EXERCISE DIRECTIONS — Transcribe the entries in full, keeping each word as it is.

EXERCISE DATA —
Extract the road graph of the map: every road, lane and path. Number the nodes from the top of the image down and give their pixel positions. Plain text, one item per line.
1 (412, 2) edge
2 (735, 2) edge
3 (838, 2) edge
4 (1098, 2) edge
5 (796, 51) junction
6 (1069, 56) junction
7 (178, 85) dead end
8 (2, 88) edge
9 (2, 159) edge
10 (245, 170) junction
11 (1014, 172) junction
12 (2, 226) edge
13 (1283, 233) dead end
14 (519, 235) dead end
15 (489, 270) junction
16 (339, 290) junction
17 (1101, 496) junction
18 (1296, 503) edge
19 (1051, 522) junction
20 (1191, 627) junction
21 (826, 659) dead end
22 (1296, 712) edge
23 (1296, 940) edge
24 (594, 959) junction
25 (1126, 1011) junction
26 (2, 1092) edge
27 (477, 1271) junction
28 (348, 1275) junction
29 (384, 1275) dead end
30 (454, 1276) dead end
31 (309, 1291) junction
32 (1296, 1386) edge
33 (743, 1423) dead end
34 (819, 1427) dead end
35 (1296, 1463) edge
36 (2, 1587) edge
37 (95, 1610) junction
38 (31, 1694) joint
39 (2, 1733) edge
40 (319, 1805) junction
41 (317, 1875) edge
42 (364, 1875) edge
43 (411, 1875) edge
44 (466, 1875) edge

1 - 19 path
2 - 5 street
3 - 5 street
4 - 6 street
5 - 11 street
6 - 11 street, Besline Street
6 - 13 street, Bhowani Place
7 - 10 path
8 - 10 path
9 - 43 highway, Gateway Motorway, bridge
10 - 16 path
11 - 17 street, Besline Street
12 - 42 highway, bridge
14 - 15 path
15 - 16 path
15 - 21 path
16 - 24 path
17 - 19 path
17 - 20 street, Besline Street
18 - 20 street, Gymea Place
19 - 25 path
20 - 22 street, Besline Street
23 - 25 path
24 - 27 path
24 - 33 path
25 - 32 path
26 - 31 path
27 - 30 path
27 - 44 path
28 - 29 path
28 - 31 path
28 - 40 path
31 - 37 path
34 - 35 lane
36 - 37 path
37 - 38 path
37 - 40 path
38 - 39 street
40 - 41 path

ANSWER BOX —
Extract the road graph of the map: every road, lane and path. Number the nodes from the top of the image down and give their pixel positions. Plain text, one item per line.
1 (412, 2) edge
2 (735, 2) edge
3 (838, 2) edge
4 (1098, 2) edge
5 (796, 51) junction
6 (1069, 56) junction
7 (178, 85) dead end
8 (2, 88) edge
9 (2, 159) edge
10 (245, 170) junction
11 (1014, 172) junction
12 (2, 226) edge
13 (1283, 233) dead end
14 (519, 235) dead end
15 (489, 270) junction
16 (339, 290) junction
17 (1101, 496) junction
18 (1296, 503) edge
19 (1051, 522) junction
20 (1191, 627) junction
21 (826, 659) dead end
22 (1296, 712) edge
23 (1296, 940) edge
24 (594, 959) junction
25 (1126, 1011) junction
26 (2, 1092) edge
27 (477, 1271) junction
28 (348, 1275) junction
29 (384, 1275) dead end
30 (454, 1276) dead end
31 (309, 1291) junction
32 (1296, 1386) edge
33 (743, 1423) dead end
34 (819, 1427) dead end
35 (1296, 1463) edge
36 (2, 1587) edge
37 (95, 1610) junction
38 (31, 1694) joint
39 (2, 1733) edge
40 (319, 1805) junction
41 (317, 1875) edge
42 (364, 1875) edge
43 (411, 1875) edge
44 (466, 1875) edge

1 - 19 path
2 - 5 street
3 - 5 street
4 - 6 street
5 - 11 street
6 - 11 street, Besline Street
6 - 13 street, Bhowani Place
7 - 10 path
8 - 10 path
9 - 43 highway, Gateway Motorway, bridge
10 - 16 path
11 - 17 street, Besline Street
12 - 42 highway, bridge
14 - 15 path
15 - 16 path
15 - 21 path
16 - 24 path
17 - 19 path
17 - 20 street, Besline Street
18 - 20 street, Gymea Place
19 - 25 path
20 - 22 street, Besline Street
23 - 25 path
24 - 27 path
24 - 33 path
25 - 32 path
26 - 31 path
27 - 30 path
27 - 44 path
28 - 29 path
28 - 31 path
28 - 40 path
31 - 37 path
34 - 35 lane
36 - 37 path
37 - 38 path
37 - 40 path
38 - 39 street
40 - 41 path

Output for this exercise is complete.